REQUIRED ACTION: Give every line of the records exactly, please, from the first up to and including the one containing "ring dip: (580, 669)".

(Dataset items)
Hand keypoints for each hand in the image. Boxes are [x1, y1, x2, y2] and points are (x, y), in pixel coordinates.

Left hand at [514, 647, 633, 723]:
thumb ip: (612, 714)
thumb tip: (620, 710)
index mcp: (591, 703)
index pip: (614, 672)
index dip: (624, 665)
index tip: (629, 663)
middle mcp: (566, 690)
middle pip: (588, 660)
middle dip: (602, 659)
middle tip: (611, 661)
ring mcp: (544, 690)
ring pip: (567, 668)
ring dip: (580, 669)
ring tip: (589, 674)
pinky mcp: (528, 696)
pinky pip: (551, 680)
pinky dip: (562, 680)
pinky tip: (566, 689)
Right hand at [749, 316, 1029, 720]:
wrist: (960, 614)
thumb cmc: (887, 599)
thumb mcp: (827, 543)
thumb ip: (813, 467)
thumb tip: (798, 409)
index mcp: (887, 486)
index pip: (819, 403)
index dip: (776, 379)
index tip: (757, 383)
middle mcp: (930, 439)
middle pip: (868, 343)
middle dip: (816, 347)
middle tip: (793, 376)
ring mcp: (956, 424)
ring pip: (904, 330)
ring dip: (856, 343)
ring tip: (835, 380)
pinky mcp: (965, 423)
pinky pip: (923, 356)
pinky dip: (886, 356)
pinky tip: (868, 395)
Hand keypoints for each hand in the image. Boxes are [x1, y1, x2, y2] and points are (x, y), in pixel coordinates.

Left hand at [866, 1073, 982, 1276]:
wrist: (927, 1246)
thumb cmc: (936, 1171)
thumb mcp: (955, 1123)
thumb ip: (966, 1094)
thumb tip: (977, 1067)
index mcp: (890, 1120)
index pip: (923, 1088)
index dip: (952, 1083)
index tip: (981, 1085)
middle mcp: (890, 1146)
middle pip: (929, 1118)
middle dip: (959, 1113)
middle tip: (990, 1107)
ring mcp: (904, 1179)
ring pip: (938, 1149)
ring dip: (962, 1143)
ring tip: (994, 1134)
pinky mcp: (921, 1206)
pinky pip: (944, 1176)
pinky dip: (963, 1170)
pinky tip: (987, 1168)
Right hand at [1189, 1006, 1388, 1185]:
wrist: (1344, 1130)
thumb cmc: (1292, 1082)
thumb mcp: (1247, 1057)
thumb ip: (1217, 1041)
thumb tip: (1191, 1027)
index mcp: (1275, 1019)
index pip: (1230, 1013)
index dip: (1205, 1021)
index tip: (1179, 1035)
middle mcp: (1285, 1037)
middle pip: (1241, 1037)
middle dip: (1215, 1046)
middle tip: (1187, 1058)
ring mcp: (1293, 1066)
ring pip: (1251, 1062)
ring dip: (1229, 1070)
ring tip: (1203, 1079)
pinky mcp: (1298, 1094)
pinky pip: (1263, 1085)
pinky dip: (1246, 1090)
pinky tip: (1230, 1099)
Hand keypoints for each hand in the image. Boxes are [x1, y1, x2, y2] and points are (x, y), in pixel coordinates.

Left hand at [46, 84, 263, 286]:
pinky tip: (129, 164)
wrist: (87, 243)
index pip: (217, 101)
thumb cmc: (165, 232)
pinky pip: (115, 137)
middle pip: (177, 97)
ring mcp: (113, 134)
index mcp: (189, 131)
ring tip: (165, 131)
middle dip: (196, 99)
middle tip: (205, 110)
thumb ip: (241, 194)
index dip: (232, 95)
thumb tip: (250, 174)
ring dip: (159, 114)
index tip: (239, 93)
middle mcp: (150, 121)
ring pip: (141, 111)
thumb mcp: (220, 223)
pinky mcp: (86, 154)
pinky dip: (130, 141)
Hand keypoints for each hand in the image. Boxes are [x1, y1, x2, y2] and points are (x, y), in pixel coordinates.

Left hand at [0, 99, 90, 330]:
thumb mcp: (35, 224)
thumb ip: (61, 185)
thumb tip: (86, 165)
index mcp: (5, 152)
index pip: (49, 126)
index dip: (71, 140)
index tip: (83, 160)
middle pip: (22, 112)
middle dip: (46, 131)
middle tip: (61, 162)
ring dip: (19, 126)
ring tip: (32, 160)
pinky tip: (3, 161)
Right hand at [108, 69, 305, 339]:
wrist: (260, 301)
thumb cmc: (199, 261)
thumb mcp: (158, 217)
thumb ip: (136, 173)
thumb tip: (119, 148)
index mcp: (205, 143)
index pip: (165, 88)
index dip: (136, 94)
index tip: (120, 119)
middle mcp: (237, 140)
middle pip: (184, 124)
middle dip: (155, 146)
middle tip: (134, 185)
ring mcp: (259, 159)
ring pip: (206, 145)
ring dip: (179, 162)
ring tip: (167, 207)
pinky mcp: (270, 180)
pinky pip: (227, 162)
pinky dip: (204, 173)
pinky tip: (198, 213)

RESULT:
Hand keypoints for each hand in the image. Boxes are [x1, y1, x2, y2] and points are (x, y), in pixel coordinates.

Left hand at [514, 647, 633, 723]:
thumb ip: (612, 714)
thumb tip: (620, 710)
index mcp: (591, 703)
index pip: (614, 672)
index dip: (624, 665)
index tip: (629, 663)
middle mcp: (566, 690)
middle pip: (588, 660)
middle dip: (602, 659)
middle tip: (611, 661)
ring mcp: (544, 690)
ring pip: (567, 668)
ring dip: (580, 669)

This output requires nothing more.